Records excerpted from a collection

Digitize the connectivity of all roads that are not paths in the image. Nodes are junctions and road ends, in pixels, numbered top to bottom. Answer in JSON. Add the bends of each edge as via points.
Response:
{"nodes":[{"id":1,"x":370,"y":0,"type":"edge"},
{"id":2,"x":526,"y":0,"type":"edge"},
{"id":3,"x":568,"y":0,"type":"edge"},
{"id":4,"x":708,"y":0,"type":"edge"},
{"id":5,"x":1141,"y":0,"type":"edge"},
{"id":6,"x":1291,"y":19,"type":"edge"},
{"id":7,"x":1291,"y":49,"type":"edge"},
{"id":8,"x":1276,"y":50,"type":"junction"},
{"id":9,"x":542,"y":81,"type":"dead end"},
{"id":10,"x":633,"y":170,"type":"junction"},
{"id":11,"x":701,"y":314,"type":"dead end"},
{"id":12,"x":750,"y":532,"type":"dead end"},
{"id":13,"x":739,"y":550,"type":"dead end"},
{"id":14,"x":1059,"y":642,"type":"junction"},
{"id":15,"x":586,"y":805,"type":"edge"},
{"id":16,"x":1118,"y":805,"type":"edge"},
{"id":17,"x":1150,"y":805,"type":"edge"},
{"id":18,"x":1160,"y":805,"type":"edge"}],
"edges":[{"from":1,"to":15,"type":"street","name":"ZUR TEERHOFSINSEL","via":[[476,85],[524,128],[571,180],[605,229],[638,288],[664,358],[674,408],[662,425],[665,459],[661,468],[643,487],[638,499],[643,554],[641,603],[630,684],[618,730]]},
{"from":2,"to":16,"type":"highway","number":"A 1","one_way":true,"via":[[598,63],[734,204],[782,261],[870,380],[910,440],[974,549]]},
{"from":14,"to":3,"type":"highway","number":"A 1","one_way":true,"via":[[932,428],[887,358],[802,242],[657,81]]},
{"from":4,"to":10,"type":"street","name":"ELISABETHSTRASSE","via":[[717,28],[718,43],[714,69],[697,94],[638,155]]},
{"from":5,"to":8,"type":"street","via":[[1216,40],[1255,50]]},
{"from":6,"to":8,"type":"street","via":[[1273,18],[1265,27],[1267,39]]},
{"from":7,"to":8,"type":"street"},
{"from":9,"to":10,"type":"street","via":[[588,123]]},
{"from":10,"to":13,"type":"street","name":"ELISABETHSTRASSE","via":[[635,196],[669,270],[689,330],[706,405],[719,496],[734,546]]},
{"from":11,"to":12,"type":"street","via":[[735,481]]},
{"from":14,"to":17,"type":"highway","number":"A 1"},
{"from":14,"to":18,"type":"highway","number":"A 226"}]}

YOUR INSTRUCTIONS: The records above should be set down again word for word.

RESULT OF THE EXERCISE:
Digitize the connectivity of all roads that are not paths in the image. Nodes are junctions and road ends, in pixels, numbered top to bottom. Answer in JSON. Add the bends of each edge as via points.
Response:
{"nodes":[{"id":1,"x":370,"y":0,"type":"edge"},
{"id":2,"x":526,"y":0,"type":"edge"},
{"id":3,"x":568,"y":0,"type":"edge"},
{"id":4,"x":708,"y":0,"type":"edge"},
{"id":5,"x":1141,"y":0,"type":"edge"},
{"id":6,"x":1291,"y":19,"type":"edge"},
{"id":7,"x":1291,"y":49,"type":"edge"},
{"id":8,"x":1276,"y":50,"type":"junction"},
{"id":9,"x":542,"y":81,"type":"dead end"},
{"id":10,"x":633,"y":170,"type":"junction"},
{"id":11,"x":701,"y":314,"type":"dead end"},
{"id":12,"x":750,"y":532,"type":"dead end"},
{"id":13,"x":739,"y":550,"type":"dead end"},
{"id":14,"x":1059,"y":642,"type":"junction"},
{"id":15,"x":586,"y":805,"type":"edge"},
{"id":16,"x":1118,"y":805,"type":"edge"},
{"id":17,"x":1150,"y":805,"type":"edge"},
{"id":18,"x":1160,"y":805,"type":"edge"}],
"edges":[{"from":1,"to":15,"type":"street","name":"ZUR TEERHOFSINSEL","via":[[476,85],[524,128],[571,180],[605,229],[638,288],[664,358],[674,408],[662,425],[665,459],[661,468],[643,487],[638,499],[643,554],[641,603],[630,684],[618,730]]},
{"from":2,"to":16,"type":"highway","number":"A 1","one_way":true,"via":[[598,63],[734,204],[782,261],[870,380],[910,440],[974,549]]},
{"from":14,"to":3,"type":"highway","number":"A 1","one_way":true,"via":[[932,428],[887,358],[802,242],[657,81]]},
{"from":4,"to":10,"type":"street","name":"ELISABETHSTRASSE","via":[[717,28],[718,43],[714,69],[697,94],[638,155]]},
{"from":5,"to":8,"type":"street","via":[[1216,40],[1255,50]]},
{"from":6,"to":8,"type":"street","via":[[1273,18],[1265,27],[1267,39]]},
{"from":7,"to":8,"type":"street"},
{"from":9,"to":10,"type":"street","via":[[588,123]]},
{"from":10,"to":13,"type":"street","name":"ELISABETHSTRASSE","via":[[635,196],[669,270],[689,330],[706,405],[719,496],[734,546]]},
{"from":11,"to":12,"type":"street","via":[[735,481]]},
{"from":14,"to":17,"type":"highway","number":"A 1"},
{"from":14,"to":18,"type":"highway","number":"A 226"}]}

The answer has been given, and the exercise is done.